There are a lot of things that Lexical Analysis cannot do, through there are also some complicated things that they can do.
Not all strings of tokens are programs, the parser must distinguish between valid and invalid strings of tokens.
Phase | Input | Output |
---|---|---|
Lexer | String of characters | string of tokens |
Parser | String of tokens | Parse tree |
- The parser need to figure out the meaning of the input tokens, and the meaning is embedded within the structure of the parse tree
Terminals
- Programming language constructs have recursive structure.
EXPR:
if EXPR then EXPR else EXPR fi
while EXPR loop EXPR pool
- The tokens (cannot be replaced recursively) is called terminal
- The grammar’s language is going to be a language over strings whose alphabet are the terminal symbols.
Definition of CFG
Context-free Grammars generate strings: 1. Write
down start variable 2. Replace any variable accorting to a rule,
Repeat until only terminals remain. 3. Result is the
generated string, and we’ve generated a string that is in the
language of the grammar. 4. L(G)
is the language of all generated strings. 5. We call
L(G)
a Context Free language.
2. Parse Tree
The idea of CFG is a big step, but the CFG can only tell us whether a sequence of token are in or not in the language. Despite this, we are also intersted in the derivation process, which can be described as a Parse Tree.
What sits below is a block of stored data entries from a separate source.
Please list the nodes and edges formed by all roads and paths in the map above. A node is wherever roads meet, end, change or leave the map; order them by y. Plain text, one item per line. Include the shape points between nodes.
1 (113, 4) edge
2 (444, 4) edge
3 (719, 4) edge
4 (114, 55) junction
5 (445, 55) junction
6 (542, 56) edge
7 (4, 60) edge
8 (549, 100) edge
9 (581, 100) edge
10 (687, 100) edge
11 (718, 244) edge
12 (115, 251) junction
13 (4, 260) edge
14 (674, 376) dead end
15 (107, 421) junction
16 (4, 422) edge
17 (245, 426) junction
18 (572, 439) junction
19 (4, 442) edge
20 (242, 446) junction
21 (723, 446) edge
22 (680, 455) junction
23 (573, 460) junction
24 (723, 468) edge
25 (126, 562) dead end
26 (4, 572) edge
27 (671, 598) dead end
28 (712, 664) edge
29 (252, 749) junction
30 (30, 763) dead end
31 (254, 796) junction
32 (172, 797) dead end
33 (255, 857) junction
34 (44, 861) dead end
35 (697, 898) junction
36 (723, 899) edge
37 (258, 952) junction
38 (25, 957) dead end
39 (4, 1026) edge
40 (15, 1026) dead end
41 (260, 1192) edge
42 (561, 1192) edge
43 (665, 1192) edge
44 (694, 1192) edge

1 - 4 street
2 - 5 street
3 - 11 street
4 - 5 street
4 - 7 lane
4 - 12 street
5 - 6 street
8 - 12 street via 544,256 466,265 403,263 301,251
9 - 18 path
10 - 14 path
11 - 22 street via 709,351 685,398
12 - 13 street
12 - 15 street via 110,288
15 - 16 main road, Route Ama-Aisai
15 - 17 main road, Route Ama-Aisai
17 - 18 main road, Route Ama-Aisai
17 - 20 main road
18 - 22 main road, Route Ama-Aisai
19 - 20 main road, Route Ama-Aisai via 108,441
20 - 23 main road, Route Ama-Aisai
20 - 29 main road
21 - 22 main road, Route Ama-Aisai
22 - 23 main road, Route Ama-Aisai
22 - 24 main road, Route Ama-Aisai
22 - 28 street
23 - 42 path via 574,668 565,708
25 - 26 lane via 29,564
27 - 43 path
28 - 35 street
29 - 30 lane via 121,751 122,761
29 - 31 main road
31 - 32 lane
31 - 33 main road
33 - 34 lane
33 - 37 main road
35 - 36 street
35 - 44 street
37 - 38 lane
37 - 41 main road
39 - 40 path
A parse tree has: * Terminals at the leaves * Non-terminals at the interior nodes
An in-order traversal of the leaves is the original input.
i. Ambiguity
A Context-free Grammar is ambiguous if it has more than one parse tree for some string.
ii. Handle Ambiguity
It is impossible to convert automatically an ambiguous grammar to an unambiguous one, but we have two general ways: 1. Precedence 2. Associativity
iii. Abstract Syntax Tree
- Like parse trees but ignore some details.
- Capturing the nesting (recursive) structure of programming language.